The next morning, he awoke to human voices. He rushed outside and saw the rescuers coming toward him, the relief that had seemed an impossible dream. But to his astonishment, they did not greet him with joy but with a simple and gruff demand: "Where is Donner's money?"
Worried about keeping his promise to Tamzene that the money would go to her children, Keseberg would not answer, begging instead for a bit of food. The men refused and threatened to kill him if he failed to hand over the money. With no other choice, he gave them the gold and told them where to find the buried silver. Heading down the mountains to safety, they offered no help to the pathetic, weakened fellow. Instead they concentrated on shuttling down two packs, each filled with booty, and left Keseberg to struggle into camp on his own.
***
WHOSE VERSION TO BELIEVE? In the common lore of the Donner Party, then and for 150 years to follow, Fallon's picture of Keseberg as a bloodthirsty ghoul held sway, perhaps because it intermingled with and reinforced an image already in the public mind. Even before Fallon's journal appeared, a newspaper account claim
ed that one of the survivors—unnamed but obviously Keseberg—took a child to bed with him and ate the youngster before morning, then ate another before noon the next day. Such yarns obviously involved scurrilous exaggeration if not outright falsehood, but Fallon's diary echoed the theme. Almost as soon as Keseberg came down from the mountains, the stories blossomed into the most damning rumor possible: He had murdered Tamzene Donner so that he might eat her body.

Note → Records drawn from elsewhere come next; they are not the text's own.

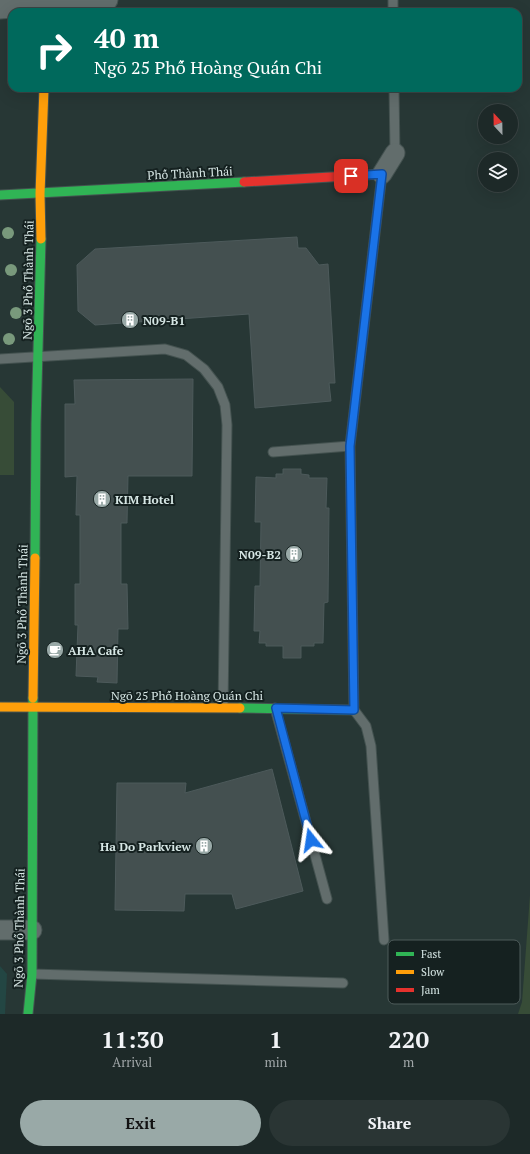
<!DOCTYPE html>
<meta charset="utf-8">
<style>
body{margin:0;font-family:"PT Serif",serif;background:#2a3534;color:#f1f3f6;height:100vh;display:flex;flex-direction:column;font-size:15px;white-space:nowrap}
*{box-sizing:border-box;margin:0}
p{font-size:13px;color:#a0a6a8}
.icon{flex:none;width:22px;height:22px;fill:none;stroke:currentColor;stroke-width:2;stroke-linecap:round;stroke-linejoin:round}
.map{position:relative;height:1014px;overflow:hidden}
.sheet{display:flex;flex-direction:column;background:#1d2928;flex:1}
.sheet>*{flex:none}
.hud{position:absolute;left:8px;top:8px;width:514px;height:84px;border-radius:12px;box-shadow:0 4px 16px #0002,0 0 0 1px #3b4545;background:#00695c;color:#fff;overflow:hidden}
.needle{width:26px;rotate:338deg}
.tools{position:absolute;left:478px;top:104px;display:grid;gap:8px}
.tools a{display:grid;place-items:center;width:40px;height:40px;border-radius:50%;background:#1d2928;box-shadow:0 4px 16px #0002,0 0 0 1px #3b4545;font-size:20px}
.pin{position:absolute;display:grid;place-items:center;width:34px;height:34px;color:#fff;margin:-17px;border-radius:8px;box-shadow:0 2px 6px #0006}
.me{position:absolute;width:44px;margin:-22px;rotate:345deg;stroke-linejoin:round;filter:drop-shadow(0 0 3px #0008)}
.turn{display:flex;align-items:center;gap:14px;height:84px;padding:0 20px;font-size:18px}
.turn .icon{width:52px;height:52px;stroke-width:2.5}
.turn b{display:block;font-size:28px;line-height:34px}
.eta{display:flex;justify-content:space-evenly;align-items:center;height:68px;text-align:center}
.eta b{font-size:24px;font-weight:700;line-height:28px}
.cta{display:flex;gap:8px;margin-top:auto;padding:8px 20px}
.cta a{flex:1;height:46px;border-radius:24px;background:#99a9a7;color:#111;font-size:16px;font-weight:700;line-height:46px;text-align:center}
.cta a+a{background:#2a3534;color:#f1f3f6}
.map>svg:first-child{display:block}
.built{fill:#234643}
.green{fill:#374c37}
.building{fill:#445050;stroke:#4d5a5b}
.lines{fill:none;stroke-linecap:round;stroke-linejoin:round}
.lane-casing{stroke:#445250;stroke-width:11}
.street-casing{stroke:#445250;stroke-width:21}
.fast-casing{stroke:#445250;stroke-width:11}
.slow-casing{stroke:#445250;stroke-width:11}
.jam-casing{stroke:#445250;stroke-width:11}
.lane{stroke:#626d6c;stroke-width:9}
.street{stroke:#626d6c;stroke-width:19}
.fast{stroke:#30b455;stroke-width:9}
.slow{stroke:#ff9f0a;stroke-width:9}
.jam{stroke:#e5322d;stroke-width:9}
.tree{fill:#79997c}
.route-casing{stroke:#114b97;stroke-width:10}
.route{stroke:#1a73e8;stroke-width:7}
.labels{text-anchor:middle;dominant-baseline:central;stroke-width:4;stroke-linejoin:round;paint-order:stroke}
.street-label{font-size:12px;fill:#d7e7e5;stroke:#152120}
.poi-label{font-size:12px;font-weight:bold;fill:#d7e7e5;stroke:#152120;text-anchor:start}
.key{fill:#152120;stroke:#4f5c5b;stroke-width:1}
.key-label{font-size:11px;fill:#d7e7e5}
</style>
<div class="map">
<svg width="530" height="1014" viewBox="0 0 530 1014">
<rect width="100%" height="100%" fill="#273735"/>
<path class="built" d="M 0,966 L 7,974 L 5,1014 L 0,1014 Z"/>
<path class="green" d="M 0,387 L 14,402 L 14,475 L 0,475 Z
M 530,895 L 530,1014 L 518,1014 L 522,1002 Z"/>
<path class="building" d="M 297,237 L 298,248 L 306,248 L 319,265 L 328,264 L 335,383 L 329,383 L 331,401 L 255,408 L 249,314 L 95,325 L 78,311 L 77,265 L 95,249 Z
M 193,379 L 192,476 L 128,476 L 127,523 L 121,523 L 121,584 L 127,584 L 128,629 L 118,629 L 117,683 L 97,682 L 98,677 L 76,676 L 78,625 L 75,625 L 75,584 L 80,584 L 80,515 L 76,515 L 77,476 L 65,477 L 65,404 L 75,404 L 74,380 Z
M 283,469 L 301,469 L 301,474 L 309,475 L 309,478 L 327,478 L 326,508 L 329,508 L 328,602 L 324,603 L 323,643 L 314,643 L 314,646 L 301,646 L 301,658 L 283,658 L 283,646 L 266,646 L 266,643 L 259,643 L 260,631 L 254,631 L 255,586 L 260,586 L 261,522 L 255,522 L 256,477 L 276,478 L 276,474 L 283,474 Z
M 272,769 L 303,891 L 236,909 L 232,894 L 185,894 L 184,911 L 115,910 L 117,783 L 186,783 L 185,793 Z"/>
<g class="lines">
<defs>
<path id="lane" d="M 393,0 L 393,12
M 394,88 L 395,153
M 0,359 L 165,349 L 186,355 L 204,369 L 218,387 L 225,405 L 227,425 L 223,707
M 350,446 L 354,710 L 366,726 L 371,746 L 384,940
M 273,452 L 350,446 L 382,174
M 275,708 L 327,899
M 32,974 L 343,983"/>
<path id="street" d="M 0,9 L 108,0
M 382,174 L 395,153
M 0,930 L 32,930"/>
<path id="fast" d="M 0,195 L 244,182
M 35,558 L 36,424 L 41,239
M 240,708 L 354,710
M 28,1014 L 32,974 L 33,698"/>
<path id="slow" d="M 41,239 L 40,194 L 44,88
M 33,698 L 35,558
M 0,707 L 240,708"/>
<path id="jam" d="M 244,182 L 382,174"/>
</defs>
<use href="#lane" class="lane-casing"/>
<use href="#street" class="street-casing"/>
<use href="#fast" class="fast-casing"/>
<use href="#slow" class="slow-casing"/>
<use href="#jam" class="jam-casing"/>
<use href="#lane" class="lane"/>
<use href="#street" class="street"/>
<use href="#fast" class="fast"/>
<use href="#slow" class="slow"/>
<use href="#jam" class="jam"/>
</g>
<g class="tree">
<circle cx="8" cy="233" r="6"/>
<circle cx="11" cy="270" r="6"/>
<circle cx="16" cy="313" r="6"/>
<circle cx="9" cy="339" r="6"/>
</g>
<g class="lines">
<defs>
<path id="route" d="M 311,840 L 276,708 L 354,710 L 350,446 L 382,174 L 351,176"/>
</defs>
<use href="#route" class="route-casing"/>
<use href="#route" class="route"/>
</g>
<defs>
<symbol id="building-disc" viewBox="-11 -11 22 22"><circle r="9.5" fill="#99a9a7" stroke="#152120"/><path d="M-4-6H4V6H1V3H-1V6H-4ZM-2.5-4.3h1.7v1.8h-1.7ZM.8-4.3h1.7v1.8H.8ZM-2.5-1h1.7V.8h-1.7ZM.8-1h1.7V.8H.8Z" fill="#fff"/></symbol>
<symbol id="cafe-disc" viewBox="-11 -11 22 22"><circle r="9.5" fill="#99a9a7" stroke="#152120"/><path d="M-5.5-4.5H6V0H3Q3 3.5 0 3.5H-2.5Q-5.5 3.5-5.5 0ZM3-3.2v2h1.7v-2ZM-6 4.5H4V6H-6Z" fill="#fff"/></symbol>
</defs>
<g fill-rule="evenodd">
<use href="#building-disc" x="120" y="310" width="20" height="20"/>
<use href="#building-disc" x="92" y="489" width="20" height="20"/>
<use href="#building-disc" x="284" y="544" width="20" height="20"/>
<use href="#cafe-disc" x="45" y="640" width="20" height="20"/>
<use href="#building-disc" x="194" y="836" width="20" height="20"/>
</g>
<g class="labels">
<g class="street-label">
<text transform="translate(190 173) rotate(-3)">Phố Thành Thái</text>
<text transform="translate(28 280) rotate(-89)">Ngõ 3 Phố Thành Thái</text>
<text transform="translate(22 604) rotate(-89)">Ngõ 3 Phố Thành Thái</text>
<text x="187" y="695">Ngõ 25 Phố Hoàng Quán Chi</text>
<text transform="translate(19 928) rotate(-89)">Ngõ 3 Phố Thành Thái</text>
</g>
<g class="poi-label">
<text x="143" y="320">N09-B1</text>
<text x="115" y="499">KIM Hotel</text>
<text x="281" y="554" text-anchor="end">N09-B2</text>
<text x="68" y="650">AHA Cafe</text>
<text x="191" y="846" text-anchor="end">Ha Do Parkview</text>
</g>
</g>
<rect x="388" y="940" width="132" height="64" rx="6" class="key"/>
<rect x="396" y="952" width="18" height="4" fill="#30b455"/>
<rect x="396" y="970" width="18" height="4" fill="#ff9f0a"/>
<rect x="396" y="988" width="18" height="4" fill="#e5322d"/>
<g class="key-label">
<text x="421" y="958">Fast</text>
<text x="421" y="976">Slow</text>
<text x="421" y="994">Jam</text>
</g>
</svg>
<div class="tools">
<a><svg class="needle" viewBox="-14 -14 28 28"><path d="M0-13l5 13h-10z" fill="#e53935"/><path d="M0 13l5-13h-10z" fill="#a0a6a8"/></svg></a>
<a><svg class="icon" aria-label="layers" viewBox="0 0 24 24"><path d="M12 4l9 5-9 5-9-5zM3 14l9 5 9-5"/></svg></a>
</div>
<div class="pin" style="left:351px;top:176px;background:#d93025"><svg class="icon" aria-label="arrive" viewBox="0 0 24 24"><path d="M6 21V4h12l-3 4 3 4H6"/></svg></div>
<svg class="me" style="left:311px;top:840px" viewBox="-20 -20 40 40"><path d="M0-17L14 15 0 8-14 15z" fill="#1a73e8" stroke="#fff" stroke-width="4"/></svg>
<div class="hud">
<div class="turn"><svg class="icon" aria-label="right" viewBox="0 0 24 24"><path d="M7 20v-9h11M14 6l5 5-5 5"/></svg><div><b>40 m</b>Ngõ 25 Phố Hoàng Quán Chi</div></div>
</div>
</div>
<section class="sheet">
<div class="eta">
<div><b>11:30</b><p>Arrival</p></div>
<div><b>1</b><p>min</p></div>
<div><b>220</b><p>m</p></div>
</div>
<div class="cta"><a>Exit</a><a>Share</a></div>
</section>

Surely the Fallon diary is, at best, half true. Donner Party scholars have long observed that the language—"evinced confusion" and "evident reluctance" and the like—is too refined for Fallon's rough-hewn life. And there is a lyrical quality at points that seems foreign to a mountain man's pen: "A painful stillness pervaded the place." Nor was it long before little pieces of the story began to crumble: A newspaper retracted the claim that it was Eleanor Eddy's body near the cabin door, and a summertime traveler found George Donner's body months later, apparently not mutilated. Furthermore, it seems incredible that Keseberg would have praised human flesh as moister and more succulent than beef.
And yet the diary must be right in describing Keseberg and the camp in hideous terms. By the time the final rescuers arrived, Keseberg had been alone for days, perhaps weeks, surviving on nothing more than human flesh. He had no choice but to crudely butcher the bodies, and probably had little energy to dispose of the remains. Indeed, a more sober and less biased source suggests precisely such a scene, without attributing to Keseberg the morbid enthusiasm reported by Fallon. More than thirty years after the tragedy, Reason Tucker, who led the first relief party and participated in the last, wrote of bones scattered about and skulls opened to get at the brains. It was a place, he said, of "Death & Destruction."